◆ TASK ITEM ◆
Each line of the data that includes "roads" must be copied.

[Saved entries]

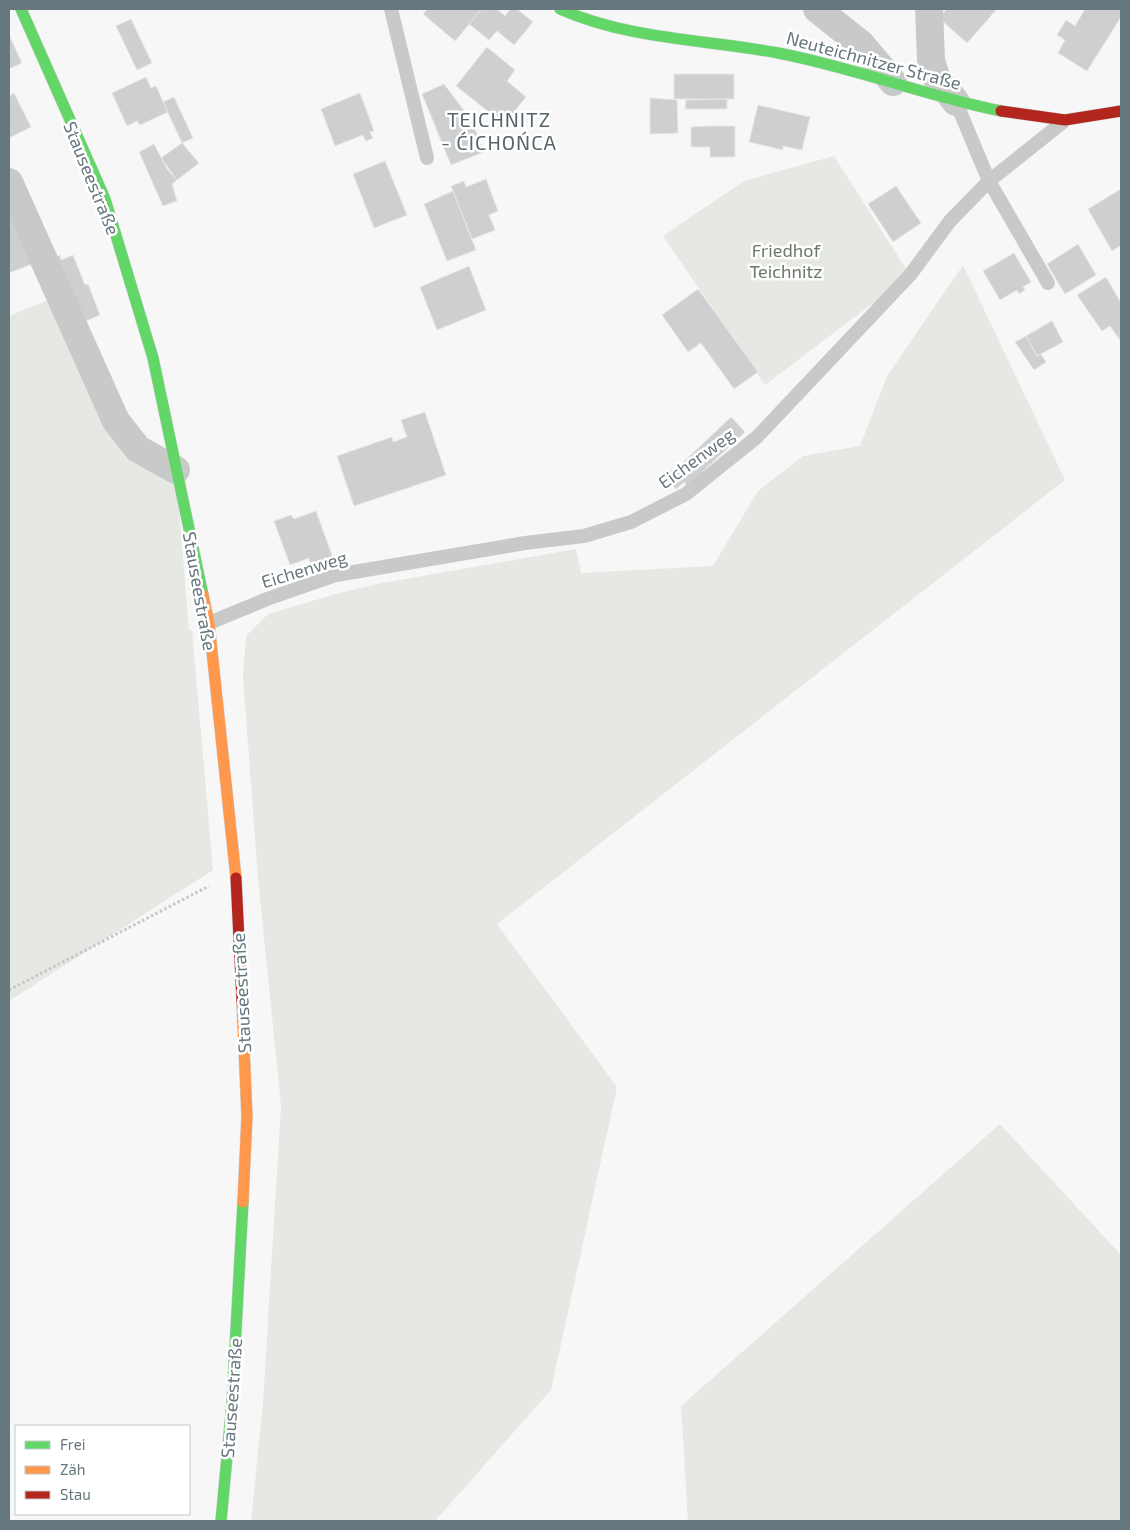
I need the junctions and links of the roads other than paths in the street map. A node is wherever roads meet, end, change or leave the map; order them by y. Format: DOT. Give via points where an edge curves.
graph roads {
  1 [pos="21,9"];
  2 [pos="392,9"];
  3 [pos="560,9"];
  4 [pos="817,9"];
  5 [pos="928,9"];
  6 [pos="893,82"];
  7 [pos="956,102"];
  8 [pos="1121,111"];
  9 [pos="1065,120"];
  10 [pos="427,158"];
  11 [pos="9,182"];
  12 [pos="988,182"];
  13 [pos="1048,283"];
  14 [pos="176,470"];
  15 [pos="209,623"];
  16 [pos="222,1521"];
  1 -- 14 [label="street, Stauseestraße" via="105,199 153,358"];
  2 -- 10 [label="lane"];
  3 -- 6 [label="street, Neuteichnitzer Straße" via="581,19 650,35 738,46 827,63"];
  4 -- 6 [label="street" via="862,44"];
  5 -- 7 [label="street" via="936,77"];
  6 -- 7 [label="street, Neuteichnitzer Straße"];
  7 -- 9 [label="street, Neuteichnitzer Straße" via="1018,115"];
  7 -- 12 [label="lane"];
  8 -- 9 [label="street, Neuteichnitzer Straße"];
  9 -- 12 [label="lane, Eichenweg"];
  11 -- 14 [label="street" via="116,421 138,449"];
  12 -- 13 [label="lane"];
  12 -- 15 [label="lane, Eichenweg" via="950,221 910,275 757,437 686,494 630,522 584,536 336,575 267,598"];
  14 -- 15 [label="street, Stauseestraße"];
  15 -- 16 [label="street, Stauseestraße" via="236,872 247,1116 232,1403"];
}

◆ FINISHED TASK ◆
I need the junctions and links of the roads other than paths in the street map. A node is wherever roads meet, end, change or leave the map; order them by y. Format: DOT. Give via points where an edge curves.
graph roads {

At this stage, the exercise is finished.